I have just been to take my partner some things, its so hard seeing him and wishing i could just bring him home with me and everything be ok. And i know they would be for a few days and then i would be back on here in a few month, begging for advice. He tried beating it on his own and with therapy and he cant. I dont know what else he can do other than rehab and we dont have that kind of money
hw12ParticipantDot, you have come such a long way in these 19 days you need to focus on that and your kids. That message could have been to anyone so try not to let your mind get carried away. She’s probably still hurt in her own way, i know hpw that feels. But you are doing everything you can, and you just need to keep doing it. I wish my partner would realise and be serious about it like you are. Can i ask what made you suddenly make the decision to stop? Did something give you a wake up call or did you just do it. Either way your doing everything you can.
hw12ParticipantAsh thats exactly what hes been like. I was always treading on egg shells he would accuse me of going with the next door neighbour ( hes not exactly a hot guy infact hes quite the opposite)
I too felt like i was going mad, and have believed its me. Broke down so many times with that horrible feeling in my stomach like iv got now that just wont go away. I wish sometimes that i didnt love him because it would be easier. My family are all upset with me for still wanting to help him, at a time when i need support more than ever. I know what they are thinking but they don’t understand, they don’t understand its not him.
I dropped him at his friends last night and even though iv prayed at times for him to not be in this house while he’s disrespecting me and sleeing all day but it was so empty without him. My hearts empty without him. I just never imagined things turning out like this, he was my world when he wasnt. I just dont know what to do for the best now
hw12ParticipantThank you for talking to me. Its the only place i can be completely trutful because my family just think hes an addict who i should run a million miles from which he is. But i got to the love the person behind it thats why im finding it so hard to just give up on him. Do you mind me asking what your partner was like when he was using and how often? Because since i found out he was using almost every day or every other, hes been nasty with his comments , snappy argumentative or asleep. He’s honestly blamed me for everything, because when i stood up for myself and spoke back when he disrespected me that when he started turning things on to me saying i need help and im a bitch and im bipolar x
hw12ParticipantHe stopped for 4 weeks at xmas and then all this started again buy 100 times worse and hes been awful to live with. He has spent days and days in bed and he finally told me yesterday hes been doing it so hes not craving cocaine. I wish he had been this honest before it was too late. All iv begged him for is to be honest and hes told me lie after lie. And only now has he decided to be open and honest. He told me i never understood, but he wouldn’t let me because he wouldn’t talk to me about it. I could have helped more if i knew.x
hw12ParticipantThanks kitten mitten its the hardest thing i have ever done. The only things thats getting me through it is my kids and talking on here to people like you who understand me because anyone else just thinks I should run a mile and hates his guts they don’t understand.

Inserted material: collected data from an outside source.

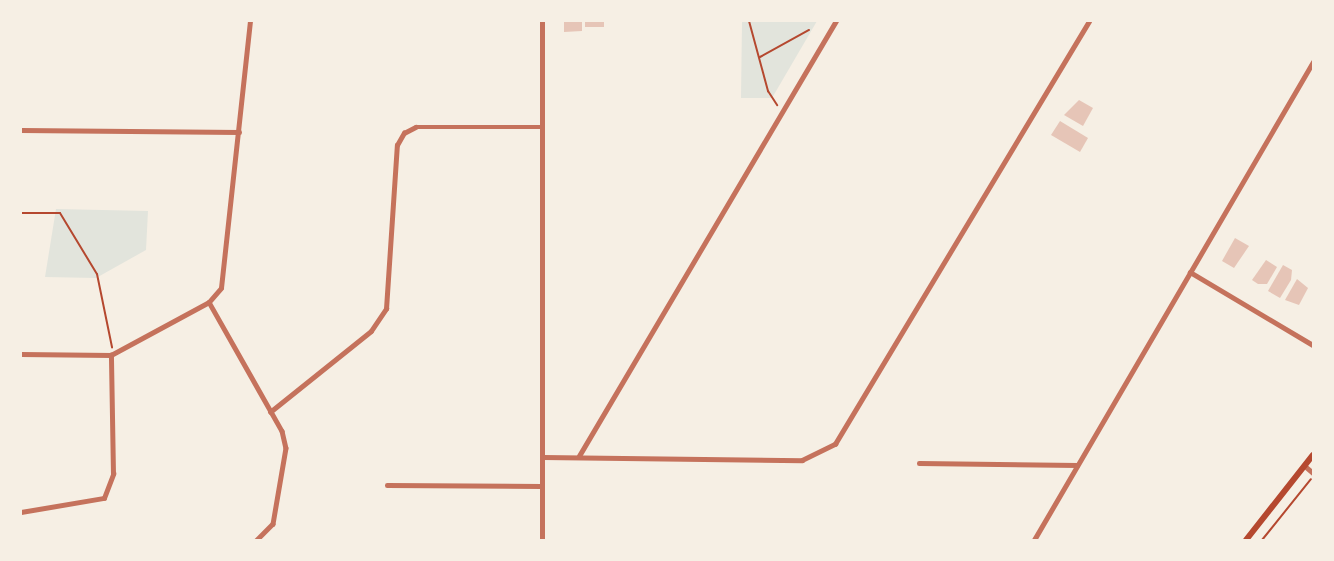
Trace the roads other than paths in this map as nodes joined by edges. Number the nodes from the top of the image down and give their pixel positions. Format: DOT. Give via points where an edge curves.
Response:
graph roads {
  1 [pos="250,21"];
  2 [pos="542,21"];
  3 [pos="836,21"];
  4 [pos="1089,21"];
  5 [pos="1313,62"];
  6 [pos="540,127"];
  7 [pos="21,130"];
  8 [pos="240,132"];
  9 [pos="1190,272"];
  10 [pos="209,302"];
  11 [pos="1313,345"];
  12 [pos="112,353"];
  13 [pos="21,354"];
  14 [pos="270,412"];
  15 [pos="1313,455"];
  16 [pos="579,456"];
  17 [pos="543,457"];
  18 [pos="919,463"];
  19 [pos="1076,465"];
  20 [pos="1305,466"];
  21 [pos="1313,473"];
  22 [pos="387,485"];
  23 [pos="541,486"];
  24 [pos="21,512"];
  25 [pos="257,540"];
  26 [pos="542,540"];
  27 [pos="1034,540"];
  28 [pos="1246,540"];
  1 -- 8 [label="street"];
  2 -- 6 [label="street"];
  3 -- 16 [label="street"];
  4 -- 16 [label="street" via="851,424 827,450 802,460"];
  5 -- 9 [label="street"];
  6 -- 14 [label="street" via="416,127 404,133 397,145 386,309 371,331"];
  6 -- 17 [label="street"];
  7 -- 8 [label="street"];
  8 -- 10 [label="street" via="220,288"];
  9 -- 11 [label="street"];
  9 -- 19 [label="street"];
  10 -- 12 [label="street"];
  10 -- 14 [label="street"];
  12 -- 13 [label="street"];
  12 -- 24 [label="street" via="113,474 104,498"];
  14 -- 25 [label="street" via="286,448 273,524"];
  15 -- 20 [label="main road"];
  16 -- 17 [label="street"];
  17 -- 23 [label="street"];
  18 -- 19 [label="street"];
  19 -- 27 [label="street"];
  20 -- 21 [label="street"];
  20 -- 28 [label="main road"];
  22 -- 23 [label="street"];
  23 -- 26 [label="street"];
}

I did give him the chance as a family at xmas and then behind my back from feb hes been using almost every day. The signs were there u trusted what he said i was stupid. I didnt it would happen because he wanted it so much and knew what he stood to lose. He couldnt control it obviously. Hes now got no one its killing me because hes going to go one way ot another and im scared that cocaine will win because it always has ruined every relationship even with his parents, kids everything.
But him staying here, knowing now that he was doing it explains so much about why he was like he was with me and why we argued etc. I was to an extent enabling him to have that lifestyle.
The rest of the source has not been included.